• [ACTIVITY] Nothing but the lines from the one with "Extract the road" through the end of the records below should be written out, and each must match word for word.

*** SOURCE MATERIAL ***

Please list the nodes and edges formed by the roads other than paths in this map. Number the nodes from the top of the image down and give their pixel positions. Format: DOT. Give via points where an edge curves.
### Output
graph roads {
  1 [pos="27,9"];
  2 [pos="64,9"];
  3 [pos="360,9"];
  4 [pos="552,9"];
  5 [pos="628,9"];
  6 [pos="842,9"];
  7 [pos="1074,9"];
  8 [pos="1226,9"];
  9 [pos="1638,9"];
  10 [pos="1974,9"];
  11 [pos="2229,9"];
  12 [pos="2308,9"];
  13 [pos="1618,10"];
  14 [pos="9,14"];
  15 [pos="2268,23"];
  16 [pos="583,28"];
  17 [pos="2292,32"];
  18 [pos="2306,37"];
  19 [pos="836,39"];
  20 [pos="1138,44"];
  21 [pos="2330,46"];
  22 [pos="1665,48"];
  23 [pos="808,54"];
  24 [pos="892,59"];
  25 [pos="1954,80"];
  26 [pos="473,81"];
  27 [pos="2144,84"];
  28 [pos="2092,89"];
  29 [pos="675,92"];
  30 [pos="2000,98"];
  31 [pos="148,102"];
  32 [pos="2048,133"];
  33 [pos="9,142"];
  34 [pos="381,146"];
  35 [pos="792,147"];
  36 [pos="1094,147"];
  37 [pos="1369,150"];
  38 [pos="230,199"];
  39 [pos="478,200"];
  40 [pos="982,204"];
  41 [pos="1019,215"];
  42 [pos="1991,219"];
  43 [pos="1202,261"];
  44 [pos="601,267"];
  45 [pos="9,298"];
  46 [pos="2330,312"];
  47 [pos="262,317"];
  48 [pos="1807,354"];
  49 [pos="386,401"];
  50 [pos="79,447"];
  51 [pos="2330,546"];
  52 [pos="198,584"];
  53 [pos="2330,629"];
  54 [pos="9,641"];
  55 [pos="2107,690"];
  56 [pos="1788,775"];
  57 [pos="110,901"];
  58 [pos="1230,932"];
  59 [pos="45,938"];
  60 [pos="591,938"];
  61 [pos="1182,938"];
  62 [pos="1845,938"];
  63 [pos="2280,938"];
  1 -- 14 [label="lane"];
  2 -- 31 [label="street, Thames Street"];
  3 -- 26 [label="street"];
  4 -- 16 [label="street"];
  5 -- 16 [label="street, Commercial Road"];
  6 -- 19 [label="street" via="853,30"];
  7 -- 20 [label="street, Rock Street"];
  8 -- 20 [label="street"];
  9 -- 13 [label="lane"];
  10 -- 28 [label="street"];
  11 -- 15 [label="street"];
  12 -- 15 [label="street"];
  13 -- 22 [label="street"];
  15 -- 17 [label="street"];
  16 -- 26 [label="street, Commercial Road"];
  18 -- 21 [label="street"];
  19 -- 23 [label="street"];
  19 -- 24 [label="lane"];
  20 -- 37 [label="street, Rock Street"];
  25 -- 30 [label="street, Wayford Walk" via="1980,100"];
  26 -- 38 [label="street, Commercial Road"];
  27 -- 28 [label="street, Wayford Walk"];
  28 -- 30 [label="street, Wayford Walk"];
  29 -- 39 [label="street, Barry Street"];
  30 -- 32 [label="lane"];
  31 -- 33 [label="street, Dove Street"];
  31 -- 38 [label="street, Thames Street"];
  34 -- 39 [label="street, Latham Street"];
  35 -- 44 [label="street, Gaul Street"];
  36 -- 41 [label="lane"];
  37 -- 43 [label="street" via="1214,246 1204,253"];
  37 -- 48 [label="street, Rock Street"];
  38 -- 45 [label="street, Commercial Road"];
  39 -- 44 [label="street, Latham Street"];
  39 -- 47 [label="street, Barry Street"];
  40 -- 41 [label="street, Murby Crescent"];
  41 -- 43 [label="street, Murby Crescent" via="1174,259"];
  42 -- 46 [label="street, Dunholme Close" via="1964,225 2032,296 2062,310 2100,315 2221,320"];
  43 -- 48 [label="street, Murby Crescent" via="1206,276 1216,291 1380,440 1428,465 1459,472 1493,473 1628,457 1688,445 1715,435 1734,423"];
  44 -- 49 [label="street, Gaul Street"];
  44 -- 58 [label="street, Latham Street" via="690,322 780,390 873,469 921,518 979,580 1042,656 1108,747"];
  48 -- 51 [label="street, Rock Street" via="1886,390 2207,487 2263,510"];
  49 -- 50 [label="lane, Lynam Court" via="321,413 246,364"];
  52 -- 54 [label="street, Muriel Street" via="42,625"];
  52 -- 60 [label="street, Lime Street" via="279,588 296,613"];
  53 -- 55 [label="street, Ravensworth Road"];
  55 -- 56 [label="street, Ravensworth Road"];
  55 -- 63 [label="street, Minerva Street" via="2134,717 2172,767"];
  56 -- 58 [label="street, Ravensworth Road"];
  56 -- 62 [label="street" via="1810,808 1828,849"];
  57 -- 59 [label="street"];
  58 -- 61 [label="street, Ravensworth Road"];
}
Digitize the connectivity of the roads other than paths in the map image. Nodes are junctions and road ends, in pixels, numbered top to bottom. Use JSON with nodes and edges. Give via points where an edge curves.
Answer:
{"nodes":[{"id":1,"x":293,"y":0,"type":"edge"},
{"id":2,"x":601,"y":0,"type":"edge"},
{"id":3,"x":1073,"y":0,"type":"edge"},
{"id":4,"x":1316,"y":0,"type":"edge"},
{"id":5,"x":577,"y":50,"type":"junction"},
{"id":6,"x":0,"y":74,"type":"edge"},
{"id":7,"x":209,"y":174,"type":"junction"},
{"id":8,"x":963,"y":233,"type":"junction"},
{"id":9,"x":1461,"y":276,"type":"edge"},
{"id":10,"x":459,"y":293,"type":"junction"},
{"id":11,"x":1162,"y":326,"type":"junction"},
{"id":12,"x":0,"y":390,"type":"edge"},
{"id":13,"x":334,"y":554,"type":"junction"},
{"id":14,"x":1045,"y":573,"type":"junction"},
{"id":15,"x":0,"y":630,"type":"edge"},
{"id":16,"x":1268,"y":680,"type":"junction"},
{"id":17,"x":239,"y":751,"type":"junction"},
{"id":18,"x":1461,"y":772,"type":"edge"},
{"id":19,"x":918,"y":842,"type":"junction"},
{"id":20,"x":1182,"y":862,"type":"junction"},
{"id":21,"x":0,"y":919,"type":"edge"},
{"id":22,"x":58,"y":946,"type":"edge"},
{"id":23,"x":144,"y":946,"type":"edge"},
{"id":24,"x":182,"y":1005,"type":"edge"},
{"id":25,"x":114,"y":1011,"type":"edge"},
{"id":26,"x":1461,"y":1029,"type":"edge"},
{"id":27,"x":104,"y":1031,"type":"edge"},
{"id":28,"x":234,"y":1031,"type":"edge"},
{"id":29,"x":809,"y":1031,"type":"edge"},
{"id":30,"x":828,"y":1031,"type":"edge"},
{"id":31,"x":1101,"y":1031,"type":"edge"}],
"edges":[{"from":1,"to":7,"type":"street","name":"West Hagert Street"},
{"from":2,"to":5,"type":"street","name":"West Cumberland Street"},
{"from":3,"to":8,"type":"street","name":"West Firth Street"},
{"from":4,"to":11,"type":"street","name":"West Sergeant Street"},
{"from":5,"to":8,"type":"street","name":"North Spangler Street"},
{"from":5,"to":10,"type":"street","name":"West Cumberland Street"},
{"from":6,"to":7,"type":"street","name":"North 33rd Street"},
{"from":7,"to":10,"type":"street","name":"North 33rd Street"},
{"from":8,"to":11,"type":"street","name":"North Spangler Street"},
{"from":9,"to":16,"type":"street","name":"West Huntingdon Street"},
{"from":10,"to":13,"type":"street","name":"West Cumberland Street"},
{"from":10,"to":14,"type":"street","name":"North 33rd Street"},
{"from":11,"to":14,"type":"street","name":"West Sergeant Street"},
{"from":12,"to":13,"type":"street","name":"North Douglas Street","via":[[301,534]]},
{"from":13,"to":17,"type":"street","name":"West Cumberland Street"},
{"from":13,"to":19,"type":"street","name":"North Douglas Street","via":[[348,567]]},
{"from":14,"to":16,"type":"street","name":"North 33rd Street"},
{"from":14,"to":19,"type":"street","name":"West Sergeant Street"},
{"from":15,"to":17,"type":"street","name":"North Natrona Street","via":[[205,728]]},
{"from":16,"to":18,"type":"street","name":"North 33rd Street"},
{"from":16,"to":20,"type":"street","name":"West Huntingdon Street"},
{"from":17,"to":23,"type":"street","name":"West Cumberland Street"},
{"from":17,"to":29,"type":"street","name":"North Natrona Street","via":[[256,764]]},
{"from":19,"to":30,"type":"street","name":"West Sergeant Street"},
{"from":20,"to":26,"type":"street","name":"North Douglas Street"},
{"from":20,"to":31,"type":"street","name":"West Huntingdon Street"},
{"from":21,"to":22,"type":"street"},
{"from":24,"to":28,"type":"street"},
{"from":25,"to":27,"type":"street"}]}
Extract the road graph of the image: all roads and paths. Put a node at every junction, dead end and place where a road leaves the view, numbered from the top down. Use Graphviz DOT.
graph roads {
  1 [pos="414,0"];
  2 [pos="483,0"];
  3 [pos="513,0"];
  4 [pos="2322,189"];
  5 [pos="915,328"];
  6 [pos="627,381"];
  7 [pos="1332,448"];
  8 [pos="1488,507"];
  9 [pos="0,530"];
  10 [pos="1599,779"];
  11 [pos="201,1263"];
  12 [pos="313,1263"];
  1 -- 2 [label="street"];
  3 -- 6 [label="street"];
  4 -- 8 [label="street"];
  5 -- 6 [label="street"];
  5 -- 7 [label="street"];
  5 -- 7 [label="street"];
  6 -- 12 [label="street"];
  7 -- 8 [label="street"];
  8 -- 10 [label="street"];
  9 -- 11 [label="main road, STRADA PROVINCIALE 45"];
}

*** End of SOURCE MATERIAL ***

• [WRITTEN ANSWER]
Extract the road graph of the image: all roads and paths. Put a node at every junction, dead end and place where a road leaves the view, numbered from the top down. Use Graphviz DOT.
graph roads {
  1 [pos="414,0"];
  2 [pos="483,0"];
  3 [pos="513,0"];
  4 [pos="2322,189"];
  5 [pos="915,328"];
  6 [pos="627,381"];
  7 [pos="1332,448"];
  8 [pos="1488,507"];
  9 [pos="0,530"];
  10 [pos="1599,779"];
  11 [pos="201,1263"];
  12 [pos="313,1263"];
  1 -- 2 [label="street"];
  3 -- 6 [label="street"];
  4 -- 8 [label="street"];
  5 -- 6 [label="street"];
  5 -- 7 [label="street"];
  5 -- 7 [label="street"];
  6 -- 12 [label="street"];
  7 -- 8 [label="street"];
  8 -- 10 [label="street"];
  9 -- 11 [label="main road, STRADA PROVINCIALE 45"];
}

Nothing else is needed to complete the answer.